Droit à un salaire minimum légal: c’est légal!

Droit à un salaire minimum légal: c’est légal!

C’est en septembre dernier que
solidaritéS faisait aboutir à Genève
l’initiative populaire cantonale « Pour le droit
à un salaire minimum ». Déposée en
trois mois plutôt que quatre et avec un quart de signatures de
plus que le plancher légal de dix mille paraphes, cette
initiative reflétait l’engagement concret de
solidaritéS contre le dumping salarial et la pauvreté
croissante…

Elle s’inscrivait, bien sûr aussi dans une campagne en vue
de l’élection de la Constituante genevoise lors de
laquelle les porte-paroles de la liste patronale affirmaient au
printemps déjà qu’il fallait
« éviter que nos adversaires imposent de nouveaux
droits, comme le salaire minimum…» Avec une volonté
de notre part de donner la parole non seulement aux futurs
élu·e·s à la Constituante, mais aux gens
dans la rue… et à tous les citoyen·ne·s.

    Mais elle s’inscrivait surtout dans une
campagne concertée, qui a vu des initiatives cantonales pour un
salaire minimum être lancées et aboutir dans plusieurs
cantons et qui a vu l’idée d’une imposition de ce
droit social à l’échelle nationale, par le biais
d’une initiative populaire fédérale, faire du
chemin, notamment avec la décision cet automne du Congrès
national d’Unia de mettre le lancement d’une telle
initiative à l’étude.

Vers le vote populaire

Aujourd’hui, comme le titrait
en Une Le Courrier du 10 février « Le projet d’un
salaire minimum légal gagne une manche à
Genève ». En effet, c’est la veille
qu’était rendu public un gros rapport du Conseil
d’Etat genevois, concernant notre initiative.
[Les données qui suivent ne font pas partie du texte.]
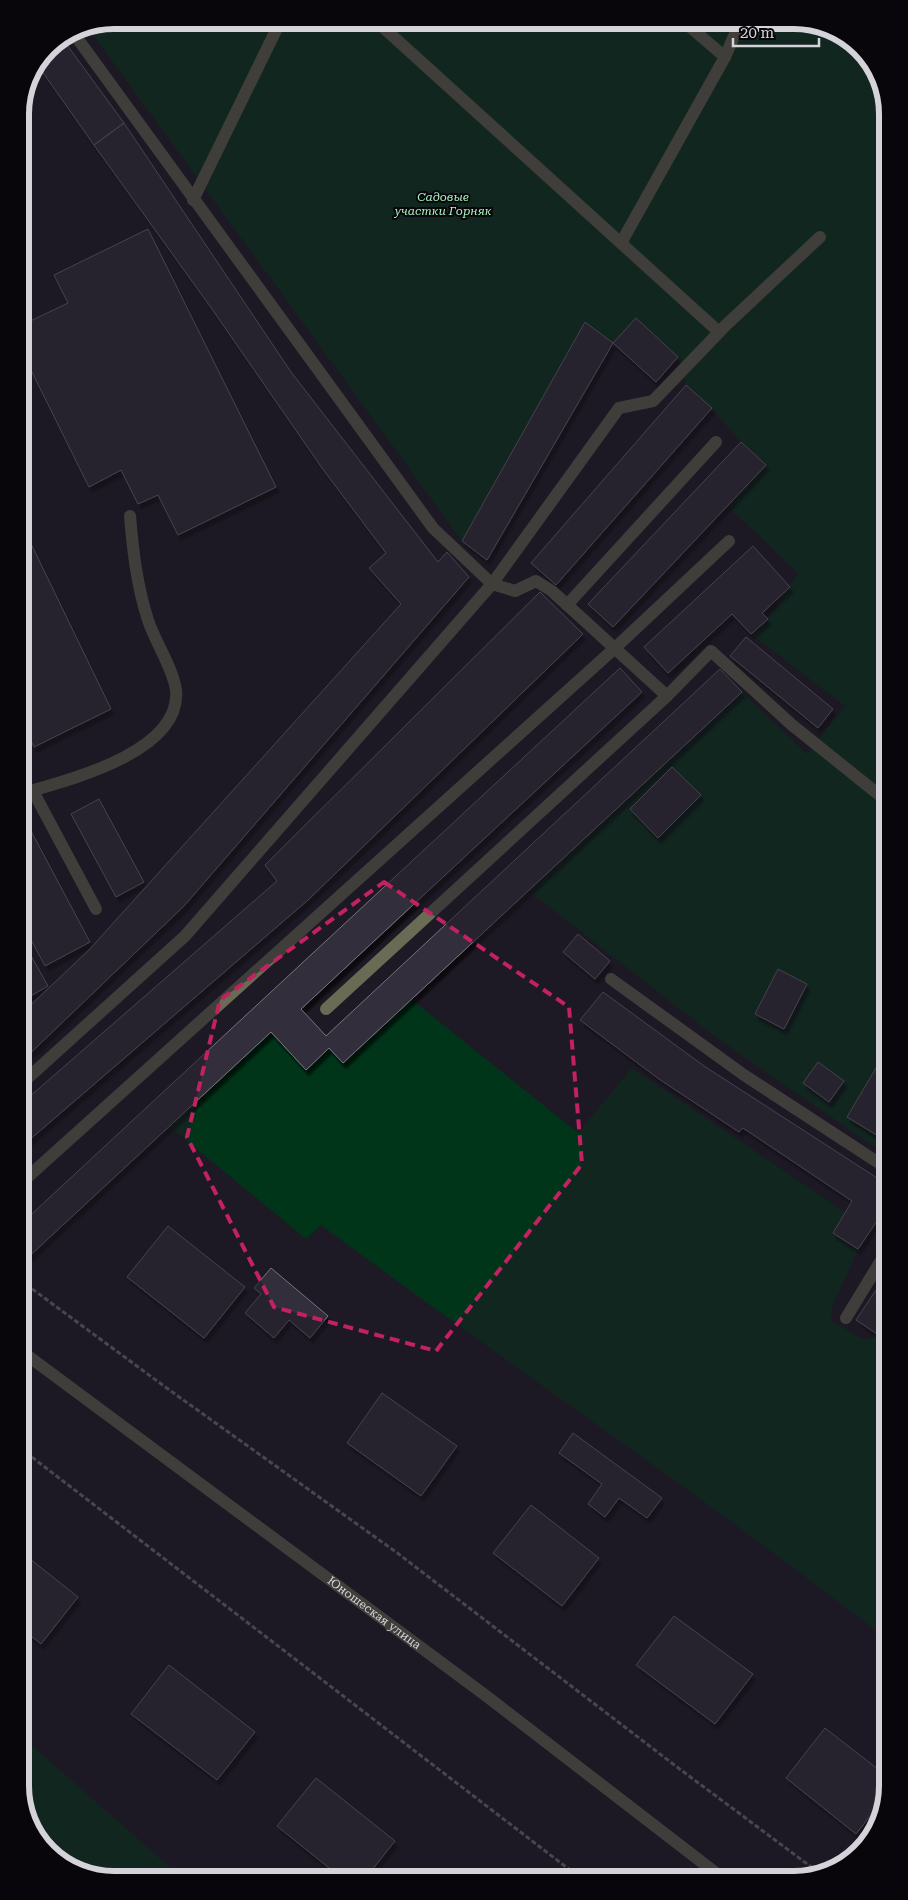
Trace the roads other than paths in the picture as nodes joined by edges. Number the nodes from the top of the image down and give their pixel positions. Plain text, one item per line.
1 (277, 29) edge
2 (385, 29) edge
3 (692, 29) edge
4 (737, 29) edge
5 (77, 37) edge
6 (725, 57) junction
7 (192, 200) junction
8 (820, 237) dead end
9 (621, 243) junction
10 (719, 332) junction
11 (716, 442) dead end
12 (130, 516) dead end
13 (729, 541) dead end
14 (492, 584) junction
15 (567, 605) junction
16 (615, 648) junction
17 (667, 696) junction
18 (33, 790) junction
19 (29, 791) edge
20 (879, 795) edge
21 (96, 909) dead end
22 (611, 979) dead end
23 (326, 1009) dead end
24 (29, 1077) edge
25 (879, 1163) edge
26 (29, 1176) edge
27 (879, 1264) edge
28 (846, 1318) dead end
29 (29, 1357) edge
30 (713, 1871) edge

1 - 7 street
2 - 9 street
3 - 6 street
4 - 6 street
5 - 7 street
6 - 9 street
7 - 14 street
8 - 10 street
9 - 10 street
10 - 14 street
11 - 15 street
12 - 18 street
13 - 16 street
14 - 15 street
14 - 24 street
15 - 16 street
16 - 17 street
16 - 26 street
17 - 20 street
17 - 23 street
18 - 19 street
18 - 21 street
22 - 25 street
27 - 28 street
29 - 30 street, Юношеская улица

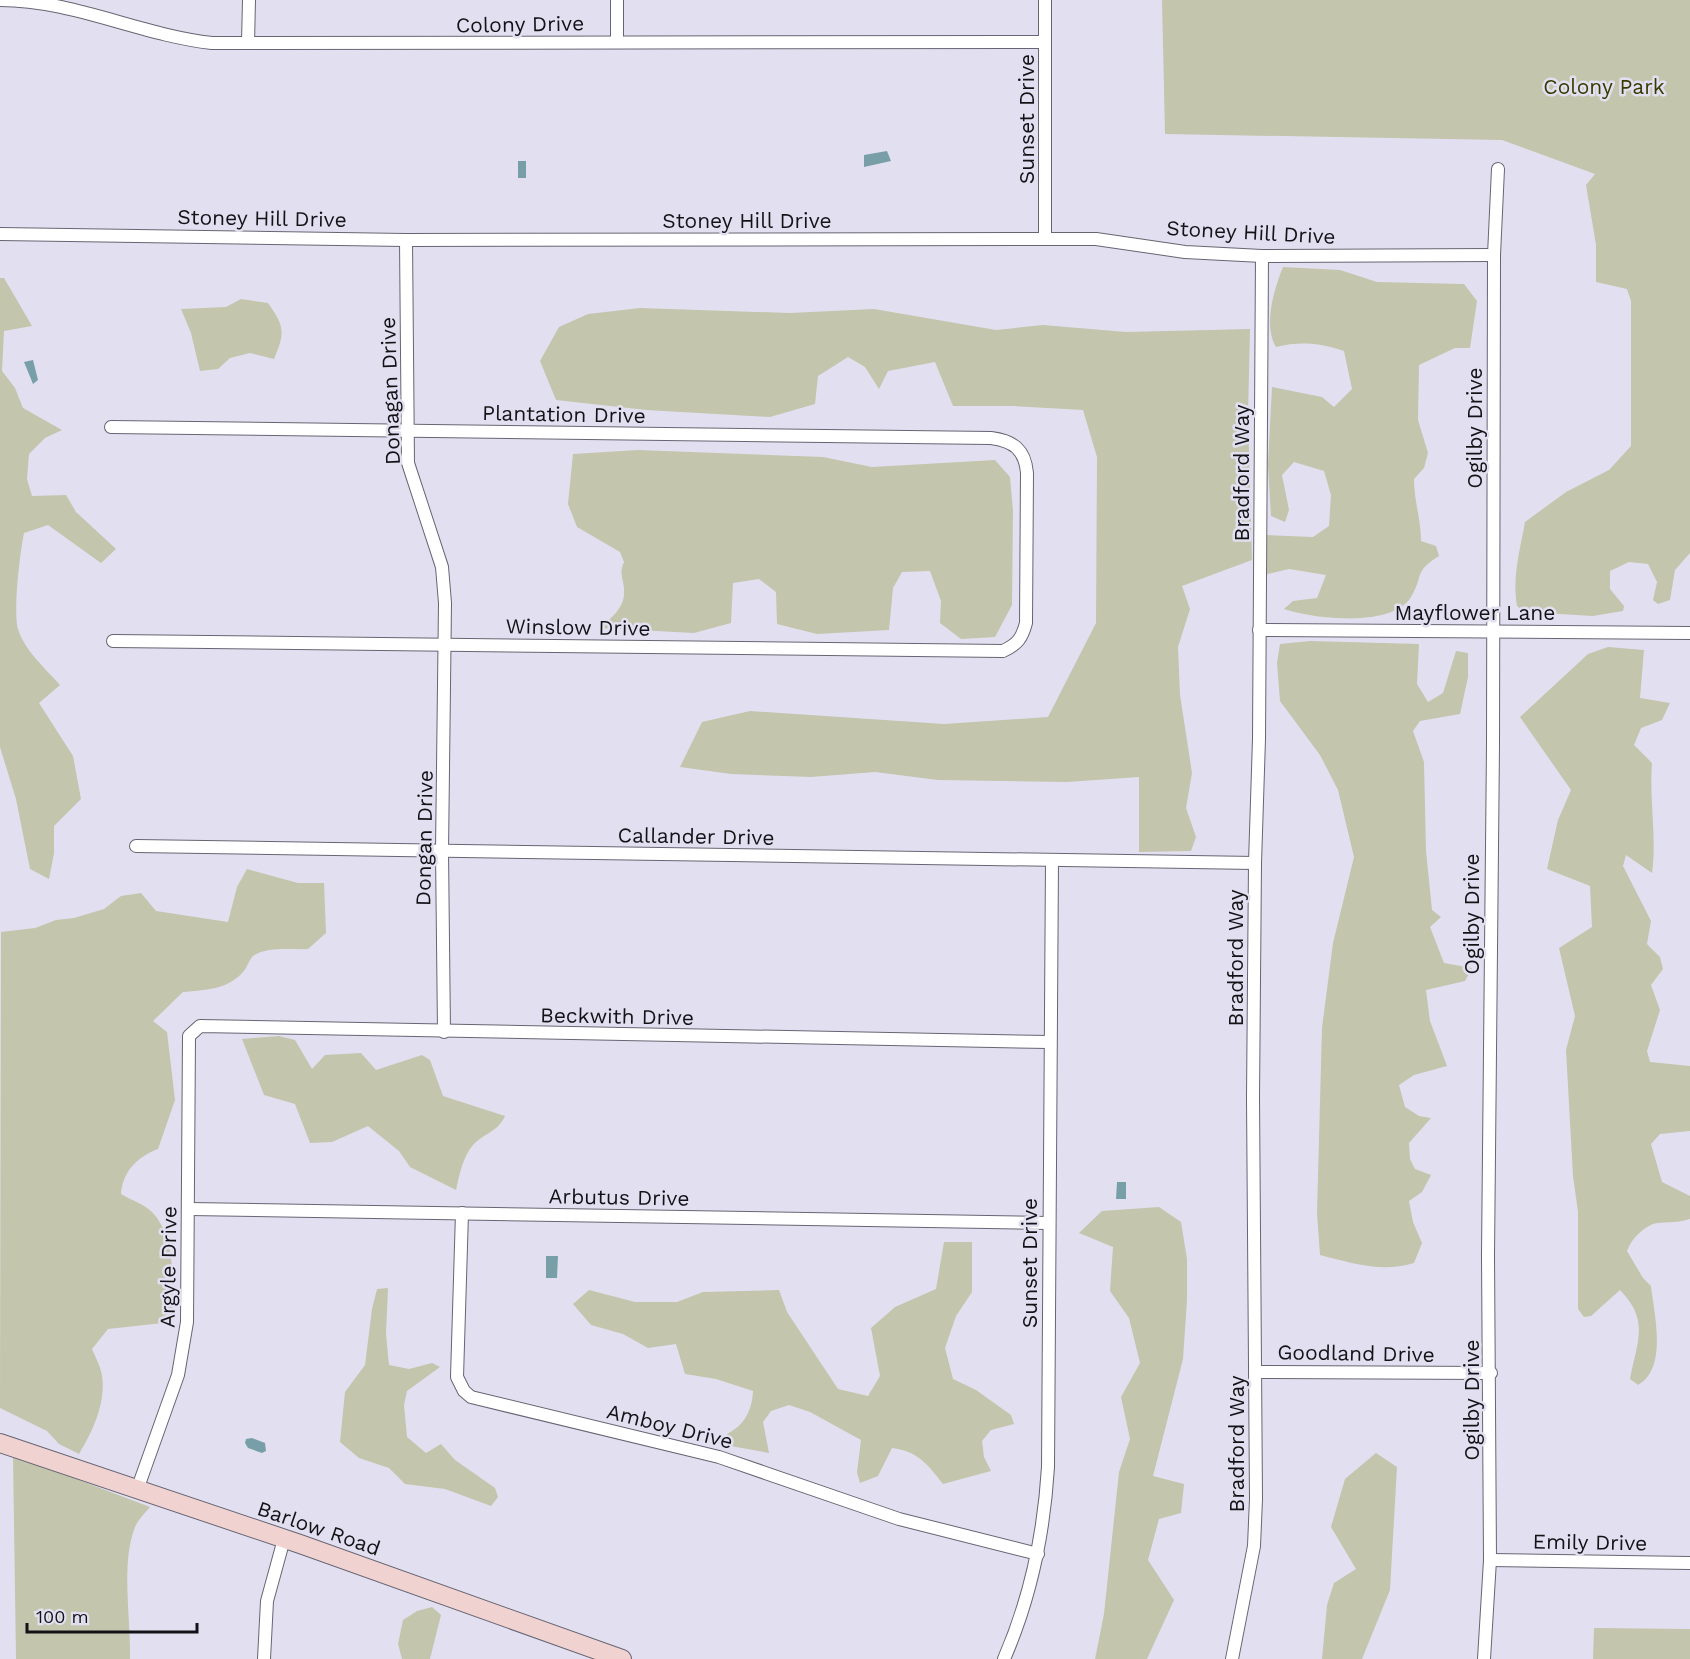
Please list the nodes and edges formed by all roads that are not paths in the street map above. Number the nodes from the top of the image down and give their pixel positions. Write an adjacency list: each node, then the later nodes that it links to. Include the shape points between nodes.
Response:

Dans celui-ci, le
gouvernement genevois, après avoir fait disséquer et
examiner le texte de l’initiative sous toutes ses coutures par
ses juristes, conclut qu’il n’y a pas matière
à l’invalider et recommande en conséquence au
parlement cantonal d’en reconnaître la validité
légale, ouvrant la voie du vote populaire sur la question.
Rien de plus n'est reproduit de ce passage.